Por Adso E. Gutiérrez Espinoza*
Noche, fría, tal vez lluviosa. No lo recuerdo. Sólo sé que mi hermano y yo habíamos llegado al cine, como cada fin de semana. A veces el viernes o el sábado, pero siempre por las noches, después de concluidas nuestras actividades académicas. Compró los boletos en la taquilla de la película más cercana, quizás alguna de la Roca o de terror —mi hermano sabe de mi predilección por este género—, pero llevaba unas horas sintiéndome “extraño”. Taquicardia, hormigueo en el brazo derecho, una sensación de ahogamiento (de no poder respirar, a pesar de que lo hacía). ¿Infarto, considerando que no padecía del corazón y teniendo una buena salud? Esa sesión no presté atención a la película, atendía más esos síntomas que me parecían “novedosas”, aunque me hacían sentir confundido porque eran similares a los sentidos durante el aura. Síntomas anteriores a un episodio epiléptico.
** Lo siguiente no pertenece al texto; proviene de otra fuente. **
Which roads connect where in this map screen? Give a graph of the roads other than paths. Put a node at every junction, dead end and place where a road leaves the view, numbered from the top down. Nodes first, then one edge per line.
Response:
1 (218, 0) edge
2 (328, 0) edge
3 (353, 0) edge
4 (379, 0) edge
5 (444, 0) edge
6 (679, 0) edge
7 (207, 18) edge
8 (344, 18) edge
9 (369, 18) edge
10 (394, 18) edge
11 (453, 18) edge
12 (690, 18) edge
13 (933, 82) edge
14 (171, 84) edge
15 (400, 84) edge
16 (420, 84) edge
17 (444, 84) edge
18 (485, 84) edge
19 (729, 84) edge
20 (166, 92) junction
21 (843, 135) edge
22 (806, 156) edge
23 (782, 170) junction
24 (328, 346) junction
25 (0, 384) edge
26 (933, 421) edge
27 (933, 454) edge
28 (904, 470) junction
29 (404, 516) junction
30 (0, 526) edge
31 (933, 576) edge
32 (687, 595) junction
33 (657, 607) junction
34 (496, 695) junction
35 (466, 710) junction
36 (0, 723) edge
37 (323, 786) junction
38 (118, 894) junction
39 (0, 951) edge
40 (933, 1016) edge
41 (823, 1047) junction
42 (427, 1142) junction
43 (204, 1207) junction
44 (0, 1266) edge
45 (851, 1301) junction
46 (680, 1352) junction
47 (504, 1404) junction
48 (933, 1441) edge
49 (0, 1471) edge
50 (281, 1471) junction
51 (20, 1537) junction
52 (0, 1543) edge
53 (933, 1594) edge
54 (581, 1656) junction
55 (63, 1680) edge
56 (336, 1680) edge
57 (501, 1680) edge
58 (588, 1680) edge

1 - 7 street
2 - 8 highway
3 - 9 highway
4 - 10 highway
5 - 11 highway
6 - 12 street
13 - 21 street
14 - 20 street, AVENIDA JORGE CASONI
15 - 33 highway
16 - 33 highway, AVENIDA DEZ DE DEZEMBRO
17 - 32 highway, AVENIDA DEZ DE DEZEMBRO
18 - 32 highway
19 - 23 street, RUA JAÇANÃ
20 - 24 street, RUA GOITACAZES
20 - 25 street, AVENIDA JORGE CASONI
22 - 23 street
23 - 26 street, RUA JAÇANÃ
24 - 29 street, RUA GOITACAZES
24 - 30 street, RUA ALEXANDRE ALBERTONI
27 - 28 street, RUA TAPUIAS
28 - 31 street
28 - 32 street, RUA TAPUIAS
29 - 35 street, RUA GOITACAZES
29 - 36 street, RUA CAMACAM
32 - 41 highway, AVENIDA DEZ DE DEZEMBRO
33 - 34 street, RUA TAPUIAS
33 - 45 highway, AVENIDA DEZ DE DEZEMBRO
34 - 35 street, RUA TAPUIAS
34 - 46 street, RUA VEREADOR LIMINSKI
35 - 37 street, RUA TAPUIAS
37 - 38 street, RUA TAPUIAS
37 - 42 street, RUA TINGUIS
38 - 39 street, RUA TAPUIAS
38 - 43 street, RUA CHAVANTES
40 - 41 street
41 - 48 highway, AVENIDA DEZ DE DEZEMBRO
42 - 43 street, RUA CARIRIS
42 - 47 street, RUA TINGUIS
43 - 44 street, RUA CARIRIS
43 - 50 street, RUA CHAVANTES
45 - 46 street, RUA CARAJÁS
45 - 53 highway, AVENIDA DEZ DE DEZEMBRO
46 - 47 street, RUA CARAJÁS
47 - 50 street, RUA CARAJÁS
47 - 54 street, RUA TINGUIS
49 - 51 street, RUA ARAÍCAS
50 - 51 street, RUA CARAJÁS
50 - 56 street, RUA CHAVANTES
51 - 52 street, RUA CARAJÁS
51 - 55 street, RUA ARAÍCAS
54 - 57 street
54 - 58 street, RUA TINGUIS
Conforme avanzaba la trama de la película, intentaba recordar momentos en los que pude haberlas sentido. Eso, aunado a mi marcada hipocondriasis y temor por no saber cómo controlar esta situación, estimuló a que esos síntomas crecieran y crecieran. Recordé que, en un pasado, cuando niño, viví esos síntomas, lo hablé, aunque lo adjudicaron a mi energía (bastante activo) y mi temperamento nervioso (una suerte de también temer). Esos síntomas se opacaban y se “resolvían” con caminar, correr e incluso jugar con los primos. Deporte era la clave. Distracción y, quizás, un poco de ruptura con la ociosidad. Pero esa noche del cine me causó extrañeza, pues esa ocasión ya había terminado la sesión deportiva, natación. Temprano como siempre. Entonces, ¿cómo resolver esos síntomas si en esencia debieron desaparecer?
Pensé en las clases, en las actividades del día. En todo, menos lo importante: ¿cómo me sentía? Ahora, un tiempo a distancia, podría decir que esa pregunta, planteada de otra manera, podría haberme resuelto toda esa situación. Sin embargo, la aceleración estaba presente. Los síntomas, esas “suave taquicardia” y “falta de respiración”, me recordaban a la epilepsia y a la vez a un momento de plenitud deportiva, la natación. ¿Cómo esos síntomas podrían tener esa doble significación, el terror de volver a vivir un episodio y la grandilocuencia de nadar? Lo anterior me hizo sentir víctima de un chiste de mal gusto, considerando el supuesto de que esa noche era para convivir con mi hermano. Aunque, sin duda, la sensación sí me hacía sentir frágil, (sobre)pensativo, creyendo que detrás había “algo” que no lograba comprender. ¿Habrá una enfermedad física o una mental, como consecuencia de uno físico?
Precisamente, esa extrañeza de cómo se desarrolló un episodio en una situación, ajena a mi control y nacida en un momento en el que todo debía o aparentaba ser tranquilo, de sana convivencia, me hizo cuestionar sobre mi salud, ahora sí mental, porque la taquicardia podría haber venido de algún padecimiento cardiaco. Corazón, mente y sangre. Es algo bastante extraño. Los órganos vueltos locos en una noche de cine, por esa situación. Esa noche supe de su existencia, le di nombre a eso. Ansiedad.